Why Do So Many Large Websites Fail Basic HTML 101?

January 01, 2012

I am about to work for a large recognizable company where I will be doing iOS development as well as help out on their mobile website. Curious as to what I am getting into I took a peek at the mobile website and their main website.

Not pretty. Both sites fail miserably on validation, including obvious flaws that aren't even valid syntax. Hopefully I can gently nudge them into making things better without immediately pissing anyone off.

The main site uses Vignette, a particularly vile web content management system I remember examining at some point in the past decade. Many of these systems are very expensive and generate particularly crappy HTML. I wish browsers could punish really terrible HTML but the developers bend over backwards to accommodate almost every kind of error which allow these dreadful content management systems to continue to exist.

Both of these sites declare themselves as XHTML but fail to follow the syntax rules thus making the whole declaration pointless. For a time I built websites with XHTML as well as it seemed the popular thing to do, but now it makes no sense whatever as HTML5 is clearly the correct choice. XHTML was rarely if ever actually served up by web servers which generally served them as HTML anyway necessitating the browser to mostly ignore the doctype anyway. XHTML is really easy to validate being an XML derivative. Why bother declaring it if you aren't going to do that?

Mobile browsers for the most part today are HTML5 compatible as far as I know so there is little reason not to go ahead and be modern. Even if you really still care about people with antique cell phones with ancient browsers at least make whatever you serve up validate so you won't get odd behavior. The whole point of validation is to ensure you get a reasonable chance of having your website appear correctly for all of your customers.

I imagine most of the time websites that are hand generated are far more likely to be valid. Big companies often use fancy web content management systems as they think they have more control over a large website with fewer people but I wonder if that's really true. Still why would you not want your website to be at least reasonable valid even if it is generated by some monster generator?

In this specific case the main website has for example a div tag in the head section. Even though it is declared as XHTML many of the tags are incorrectly terminated. The mobile site is XHTML and has tag attributes in upper case. Sure you can argue it doesn't matter as sites still appear to work but by not paying attention to the relatively simple syntax validation you wonder what else is wrong or missing. To me a professional website should be valid because it is part of doing professional work. If you screw up in the little things you wonder what big things are wrong. Security, maybe?

I remember a few years back my local phone company (at the time SW Bell, now AT&T) had a contact form on their website which I tried to use on my Mac with Safari. It would not submit the form at all (nothing happened) so I looked at the HTML and found multiple html, head and body tags all mixed together, likely by some templating or content management system run amuck. It was so confusing that Safari couldn't make heads or tails of it. Apparently IE6 (at the time) was the only browser that it worked on. I complained (via an email address), documenting how truly awful the HTML was, and the only reply I got was that they didn't support Safari. What a joke. I cancelled my local phone service so I never knew how long it took for this to be fixed.

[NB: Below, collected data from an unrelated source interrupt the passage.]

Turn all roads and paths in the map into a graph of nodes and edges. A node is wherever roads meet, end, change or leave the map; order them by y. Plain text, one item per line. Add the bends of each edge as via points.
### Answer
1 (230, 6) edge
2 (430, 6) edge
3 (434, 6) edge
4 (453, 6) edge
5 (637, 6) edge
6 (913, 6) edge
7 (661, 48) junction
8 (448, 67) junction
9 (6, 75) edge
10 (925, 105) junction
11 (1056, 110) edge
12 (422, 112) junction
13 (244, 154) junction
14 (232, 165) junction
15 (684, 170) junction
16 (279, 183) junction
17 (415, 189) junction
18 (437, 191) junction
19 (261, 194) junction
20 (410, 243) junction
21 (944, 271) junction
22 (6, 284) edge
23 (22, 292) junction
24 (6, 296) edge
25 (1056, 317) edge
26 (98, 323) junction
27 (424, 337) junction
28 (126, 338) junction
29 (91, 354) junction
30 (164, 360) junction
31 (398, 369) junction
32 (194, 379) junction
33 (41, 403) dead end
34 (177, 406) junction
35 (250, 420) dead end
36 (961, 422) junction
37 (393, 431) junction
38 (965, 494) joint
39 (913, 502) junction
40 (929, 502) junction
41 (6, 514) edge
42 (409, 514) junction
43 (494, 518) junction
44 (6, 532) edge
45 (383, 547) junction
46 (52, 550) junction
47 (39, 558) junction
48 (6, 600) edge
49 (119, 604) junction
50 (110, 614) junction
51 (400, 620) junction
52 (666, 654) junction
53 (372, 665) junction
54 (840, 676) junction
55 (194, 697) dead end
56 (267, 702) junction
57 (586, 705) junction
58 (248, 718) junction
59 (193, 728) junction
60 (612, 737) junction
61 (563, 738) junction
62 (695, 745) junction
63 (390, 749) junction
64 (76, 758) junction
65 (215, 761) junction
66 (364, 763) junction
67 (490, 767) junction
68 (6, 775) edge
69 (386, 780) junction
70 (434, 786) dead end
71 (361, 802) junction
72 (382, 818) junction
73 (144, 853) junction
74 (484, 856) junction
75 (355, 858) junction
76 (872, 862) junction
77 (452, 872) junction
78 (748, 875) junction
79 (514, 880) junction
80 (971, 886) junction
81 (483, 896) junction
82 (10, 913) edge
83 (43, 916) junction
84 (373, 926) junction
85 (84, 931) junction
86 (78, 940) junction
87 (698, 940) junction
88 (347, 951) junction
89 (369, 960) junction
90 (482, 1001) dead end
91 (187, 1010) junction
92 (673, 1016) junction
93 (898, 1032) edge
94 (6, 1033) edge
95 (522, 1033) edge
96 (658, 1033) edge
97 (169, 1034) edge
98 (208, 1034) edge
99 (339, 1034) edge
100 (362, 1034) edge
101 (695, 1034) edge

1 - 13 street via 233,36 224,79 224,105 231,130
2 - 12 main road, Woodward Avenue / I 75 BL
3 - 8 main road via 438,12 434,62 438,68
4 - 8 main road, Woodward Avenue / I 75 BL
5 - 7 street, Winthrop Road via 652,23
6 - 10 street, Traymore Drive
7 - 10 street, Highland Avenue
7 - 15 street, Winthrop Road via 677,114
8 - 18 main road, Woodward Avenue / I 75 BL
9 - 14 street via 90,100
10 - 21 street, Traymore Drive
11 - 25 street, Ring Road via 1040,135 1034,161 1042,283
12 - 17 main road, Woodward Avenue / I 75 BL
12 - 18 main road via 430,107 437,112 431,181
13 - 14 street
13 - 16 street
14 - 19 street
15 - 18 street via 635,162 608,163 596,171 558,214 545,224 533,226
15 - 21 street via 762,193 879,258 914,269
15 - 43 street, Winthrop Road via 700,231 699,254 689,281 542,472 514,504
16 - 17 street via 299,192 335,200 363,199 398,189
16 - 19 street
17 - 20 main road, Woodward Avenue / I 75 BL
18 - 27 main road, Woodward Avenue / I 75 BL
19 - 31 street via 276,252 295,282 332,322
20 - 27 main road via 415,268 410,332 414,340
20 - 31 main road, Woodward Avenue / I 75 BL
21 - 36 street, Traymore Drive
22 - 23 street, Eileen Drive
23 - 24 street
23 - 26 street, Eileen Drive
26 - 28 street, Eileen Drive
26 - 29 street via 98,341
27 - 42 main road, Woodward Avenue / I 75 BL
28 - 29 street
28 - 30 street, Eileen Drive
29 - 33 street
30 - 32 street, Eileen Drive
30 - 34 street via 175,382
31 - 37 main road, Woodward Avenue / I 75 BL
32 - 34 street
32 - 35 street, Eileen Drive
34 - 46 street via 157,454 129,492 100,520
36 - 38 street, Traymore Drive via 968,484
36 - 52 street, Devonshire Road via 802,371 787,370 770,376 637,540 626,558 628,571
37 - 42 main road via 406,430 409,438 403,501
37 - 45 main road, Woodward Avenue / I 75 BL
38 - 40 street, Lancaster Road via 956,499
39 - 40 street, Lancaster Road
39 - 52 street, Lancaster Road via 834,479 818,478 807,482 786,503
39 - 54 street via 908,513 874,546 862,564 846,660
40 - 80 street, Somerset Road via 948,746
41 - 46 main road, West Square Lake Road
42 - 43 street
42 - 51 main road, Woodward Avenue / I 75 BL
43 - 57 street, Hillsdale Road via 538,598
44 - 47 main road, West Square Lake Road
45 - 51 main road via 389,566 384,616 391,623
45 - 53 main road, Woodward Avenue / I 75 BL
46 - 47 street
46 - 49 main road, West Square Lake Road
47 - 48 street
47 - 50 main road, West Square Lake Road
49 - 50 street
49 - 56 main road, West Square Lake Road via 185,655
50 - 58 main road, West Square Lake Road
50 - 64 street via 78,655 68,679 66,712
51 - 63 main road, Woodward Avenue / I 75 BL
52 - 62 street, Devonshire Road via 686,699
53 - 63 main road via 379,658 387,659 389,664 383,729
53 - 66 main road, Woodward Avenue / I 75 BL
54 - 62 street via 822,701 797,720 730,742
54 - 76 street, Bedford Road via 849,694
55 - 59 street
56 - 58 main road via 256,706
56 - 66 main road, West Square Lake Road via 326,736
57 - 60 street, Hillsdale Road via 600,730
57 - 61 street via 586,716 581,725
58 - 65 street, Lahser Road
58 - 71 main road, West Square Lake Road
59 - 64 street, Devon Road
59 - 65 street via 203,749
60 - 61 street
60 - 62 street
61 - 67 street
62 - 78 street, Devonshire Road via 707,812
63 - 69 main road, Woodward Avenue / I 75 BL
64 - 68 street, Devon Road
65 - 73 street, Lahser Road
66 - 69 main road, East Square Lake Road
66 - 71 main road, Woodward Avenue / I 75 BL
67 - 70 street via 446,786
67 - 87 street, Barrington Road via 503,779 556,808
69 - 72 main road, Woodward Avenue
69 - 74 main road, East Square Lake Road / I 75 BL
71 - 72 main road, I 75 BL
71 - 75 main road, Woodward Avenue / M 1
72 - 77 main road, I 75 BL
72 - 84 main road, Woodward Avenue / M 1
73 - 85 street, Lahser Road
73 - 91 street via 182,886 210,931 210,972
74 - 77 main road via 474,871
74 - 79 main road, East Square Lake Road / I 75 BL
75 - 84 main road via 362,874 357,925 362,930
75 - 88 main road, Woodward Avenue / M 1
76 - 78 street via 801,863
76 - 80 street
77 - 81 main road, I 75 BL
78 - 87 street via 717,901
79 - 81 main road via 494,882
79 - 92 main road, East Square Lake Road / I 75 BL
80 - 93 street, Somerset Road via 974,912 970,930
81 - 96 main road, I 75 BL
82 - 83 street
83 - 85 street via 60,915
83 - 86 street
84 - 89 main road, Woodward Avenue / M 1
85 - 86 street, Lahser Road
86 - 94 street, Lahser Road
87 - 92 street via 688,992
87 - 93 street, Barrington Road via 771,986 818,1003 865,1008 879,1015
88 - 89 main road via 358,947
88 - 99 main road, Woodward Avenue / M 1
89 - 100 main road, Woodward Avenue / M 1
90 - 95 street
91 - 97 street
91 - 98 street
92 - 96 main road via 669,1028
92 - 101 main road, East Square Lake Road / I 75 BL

This website is HTML5 and validates (though I noticed I need a character encoding). It's not rocket science.

I'm sure if I checked the 100 top websites in the world most would fail validation, generally in some embarrassing way. Apple's site is one that is very close to validation (it's also HTML5) so I know it can be done by a big company. Microsoft is pretty terrible, yet another failed XHTML site. Google is invalid as well though not too bad. IBM is impressive, an XHTML site that validates (though I have to admit my sister was in charge of that for a while, family pride). Facebook serves up its mobile site to the validator which of course then fails as XHTML. Oracle is a complete disaster, again XHTML. Yahoo is HTML5 but has a lot of errors which make me think that it might have been XHTML at one point.

I could go on and on, but to me having an invalid website should be a professional embarrassment.